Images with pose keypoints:

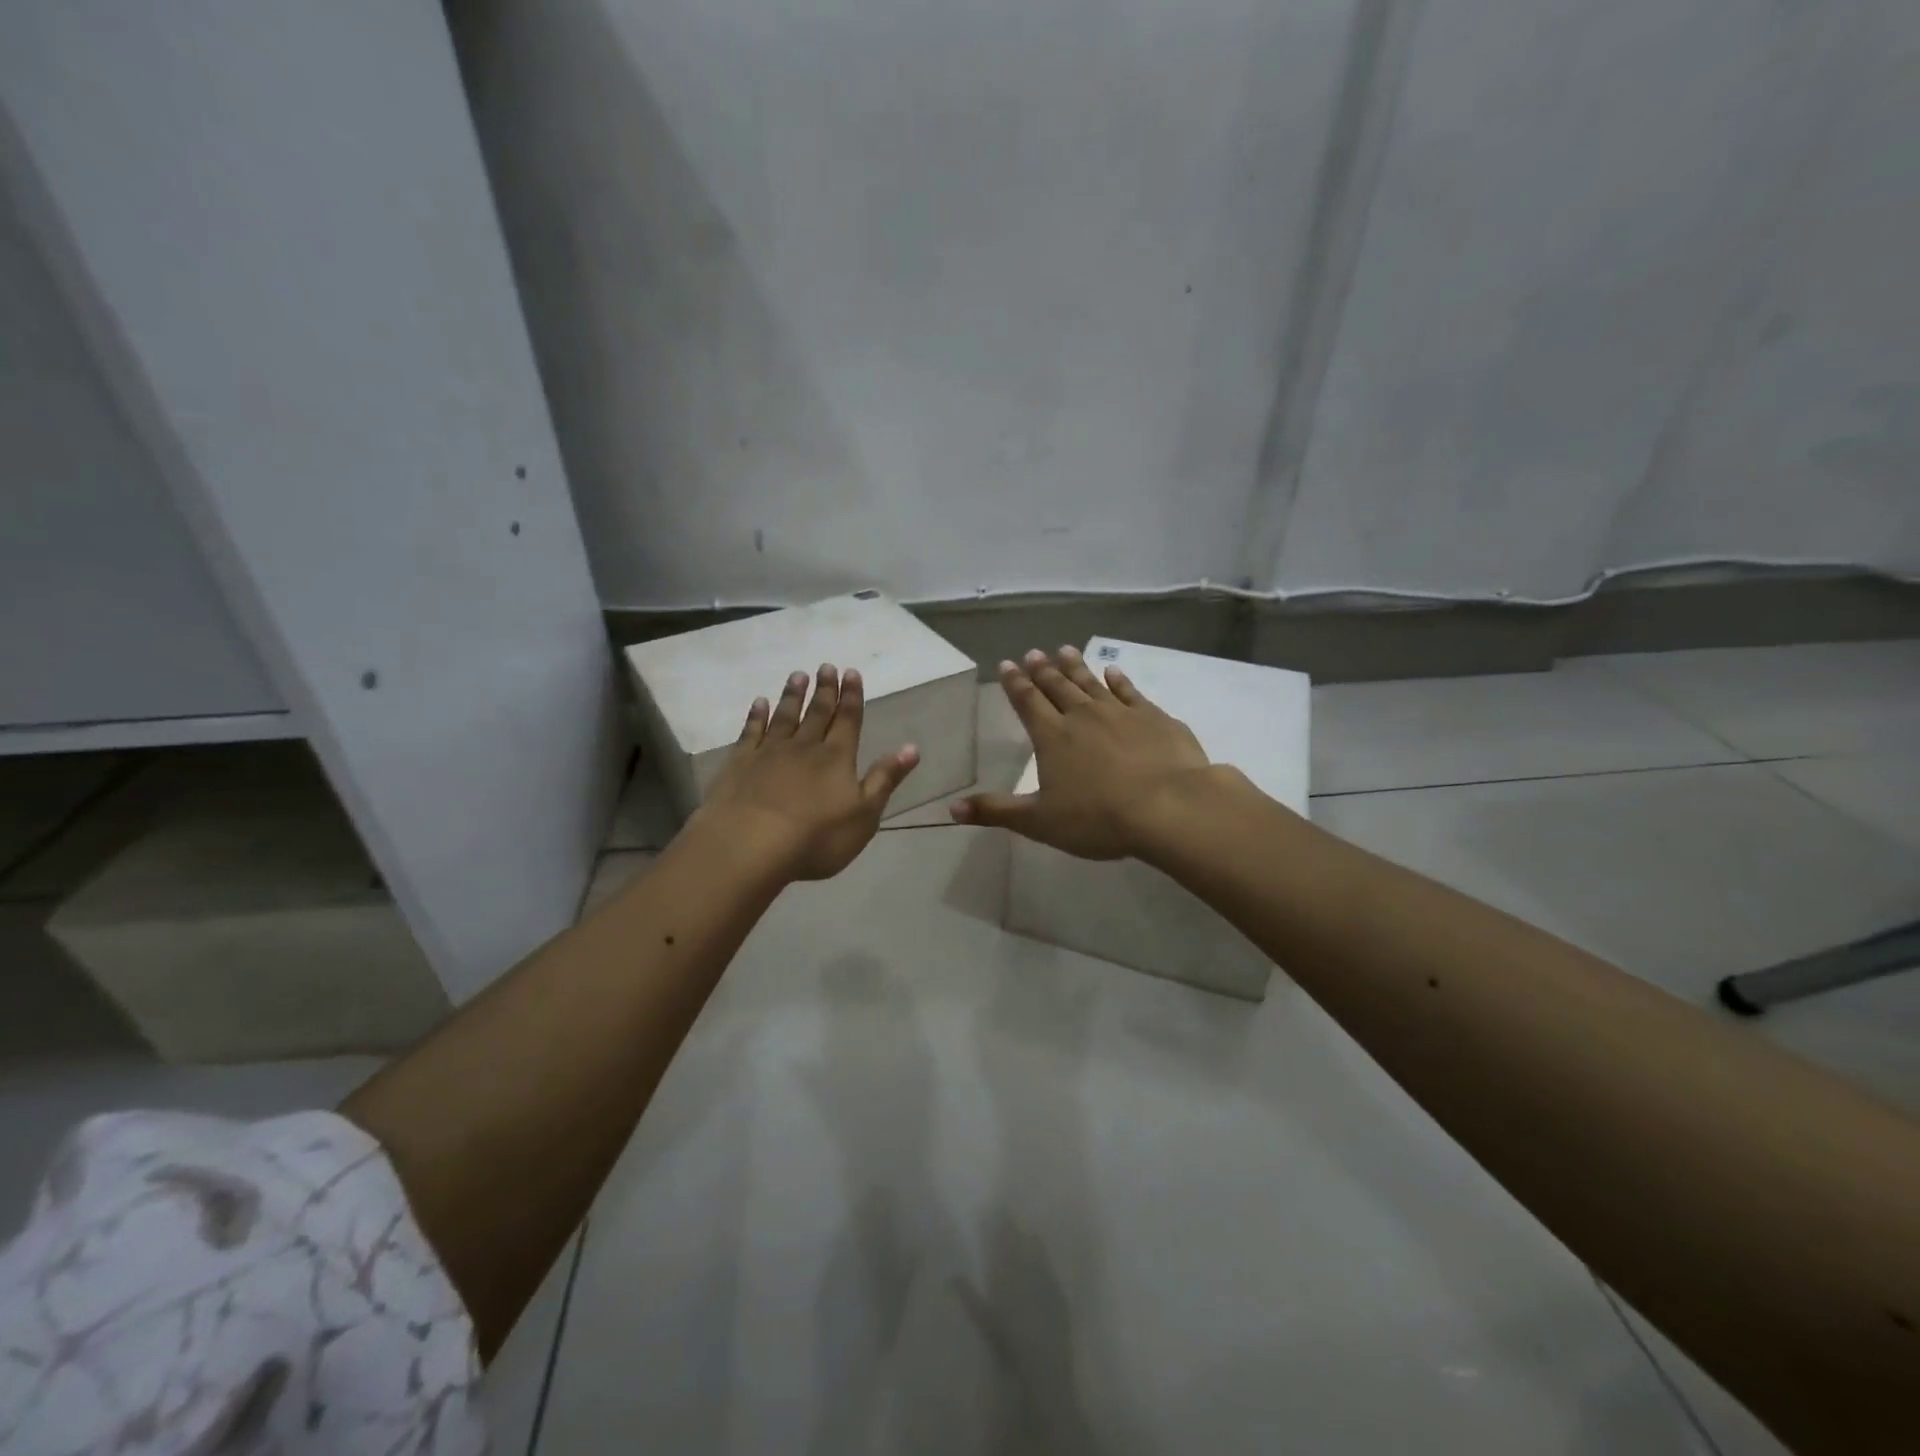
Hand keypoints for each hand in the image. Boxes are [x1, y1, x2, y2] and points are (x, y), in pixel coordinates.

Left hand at [694, 664, 919, 881]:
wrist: (751, 844)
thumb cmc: (817, 837)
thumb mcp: (864, 814)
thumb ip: (885, 779)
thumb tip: (912, 748)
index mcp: (837, 758)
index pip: (848, 720)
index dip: (851, 696)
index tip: (851, 672)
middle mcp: (805, 747)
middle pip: (817, 713)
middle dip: (824, 690)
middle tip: (826, 666)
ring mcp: (769, 752)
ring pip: (785, 716)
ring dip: (792, 695)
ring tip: (798, 675)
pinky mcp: (740, 763)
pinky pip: (751, 731)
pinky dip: (756, 715)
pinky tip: (760, 703)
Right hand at [949, 647, 1213, 858]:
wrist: (1168, 806)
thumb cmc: (1098, 818)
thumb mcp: (1040, 821)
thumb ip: (997, 812)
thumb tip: (952, 809)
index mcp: (1052, 737)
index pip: (1028, 703)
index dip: (1016, 684)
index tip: (1008, 664)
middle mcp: (1082, 716)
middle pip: (1058, 687)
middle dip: (1042, 670)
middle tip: (1034, 652)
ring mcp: (1120, 712)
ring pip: (1091, 682)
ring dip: (1076, 666)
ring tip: (1064, 650)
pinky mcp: (1153, 717)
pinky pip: (1130, 692)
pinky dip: (1119, 680)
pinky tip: (1114, 671)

• _TASK TO CARRY OUT_
Your task is to restate, word for word, only those lines above that fall between the line holding "middle mcp: (805, 747)" and the line holding "ring mcp: (1120, 712)", inclusive.

• _RESULT BELOW_
middle mcp: (805, 747)
middle pip: (817, 713)
middle dip: (824, 690)
middle tip: (826, 666)
ring mcp: (769, 752)
ring pip: (785, 716)
ring dip: (792, 695)
ring tip: (798, 675)
pinky mcp: (740, 763)
pinky pip: (751, 731)
pinky dip: (756, 715)
pinky tip: (760, 703)
Right hand at [949, 647, 1213, 858]:
wrist: (1168, 806)
thumb cmc: (1098, 818)
thumb mcp: (1040, 821)
thumb ip: (997, 812)
thumb tip: (952, 809)
index mcp: (1052, 737)
index pip: (1028, 703)
index dip: (1016, 684)
index tip: (1008, 664)
middle mcp: (1082, 716)
middle pip: (1058, 687)
middle dip: (1042, 670)
middle tip: (1034, 652)
ring mcp: (1120, 712)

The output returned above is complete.